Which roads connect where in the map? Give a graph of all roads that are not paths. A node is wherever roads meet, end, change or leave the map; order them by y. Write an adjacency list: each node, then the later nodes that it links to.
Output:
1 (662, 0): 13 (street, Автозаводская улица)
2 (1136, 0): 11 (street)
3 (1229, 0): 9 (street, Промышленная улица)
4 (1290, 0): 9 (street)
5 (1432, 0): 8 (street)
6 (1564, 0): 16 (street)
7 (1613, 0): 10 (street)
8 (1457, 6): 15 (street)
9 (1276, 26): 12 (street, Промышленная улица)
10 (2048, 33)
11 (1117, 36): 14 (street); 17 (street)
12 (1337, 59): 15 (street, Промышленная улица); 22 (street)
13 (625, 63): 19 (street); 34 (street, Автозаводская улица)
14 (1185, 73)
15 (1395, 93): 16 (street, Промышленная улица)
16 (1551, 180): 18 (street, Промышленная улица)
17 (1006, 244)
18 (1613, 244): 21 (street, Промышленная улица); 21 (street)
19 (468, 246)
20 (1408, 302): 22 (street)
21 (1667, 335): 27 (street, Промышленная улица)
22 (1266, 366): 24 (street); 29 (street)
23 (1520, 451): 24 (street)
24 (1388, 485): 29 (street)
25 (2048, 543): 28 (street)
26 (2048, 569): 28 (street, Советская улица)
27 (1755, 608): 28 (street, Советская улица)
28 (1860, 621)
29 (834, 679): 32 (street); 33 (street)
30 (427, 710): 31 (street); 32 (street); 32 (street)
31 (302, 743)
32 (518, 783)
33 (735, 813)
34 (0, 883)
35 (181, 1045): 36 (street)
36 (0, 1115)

__________________________________________________

Starting at the first line and ending at the last, restate the material word for word.

Which roads connect where in the map? Give a graph of all roads that are not paths. A node is wherever roads meet, end, change or leave the map; order them by y. Write an adjacency list: each node, then the later nodes that it links to.
Output:
1 (662, 0): 13 (street, Автозаводская улица)
2 (1136, 0): 11 (street)
3 (1229, 0): 9 (street, Промышленная улица)
4 (1290, 0): 9 (street)
5 (1432, 0): 8 (street)
6 (1564, 0): 16 (street)
7 (1613, 0): 10 (street)
8 (1457, 6): 15 (street)
9 (1276, 26): 12 (street, Промышленная улица)
10 (2048, 33)
11 (1117, 36): 14 (street); 17 (street)
12 (1337, 59): 15 (street, Промышленная улица); 22 (street)
13 (625, 63): 19 (street); 34 (street, Автозаводская улица)
14 (1185, 73)
15 (1395, 93): 16 (street, Промышленная улица)
16 (1551, 180): 18 (street, Промышленная улица)
17 (1006, 244)
18 (1613, 244): 21 (street, Промышленная улица); 21 (street)
19 (468, 246)
20 (1408, 302): 22 (street)
21 (1667, 335): 27 (street, Промышленная улица)
22 (1266, 366): 24 (street); 29 (street)
23 (1520, 451): 24 (street)
24 (1388, 485): 29 (street)
25 (2048, 543): 28 (street)
26 (2048, 569): 28 (street, Советская улица)
27 (1755, 608): 28 (street, Советская улица)
28 (1860, 621)
29 (834, 679): 32 (street); 33 (street)
30 (427, 710): 31 (street); 32 (street); 32 (street)
31 (302, 743)
32 (518, 783)
33 (735, 813)
34 (0, 883)
35 (181, 1045): 36 (street)
36 (0, 1115)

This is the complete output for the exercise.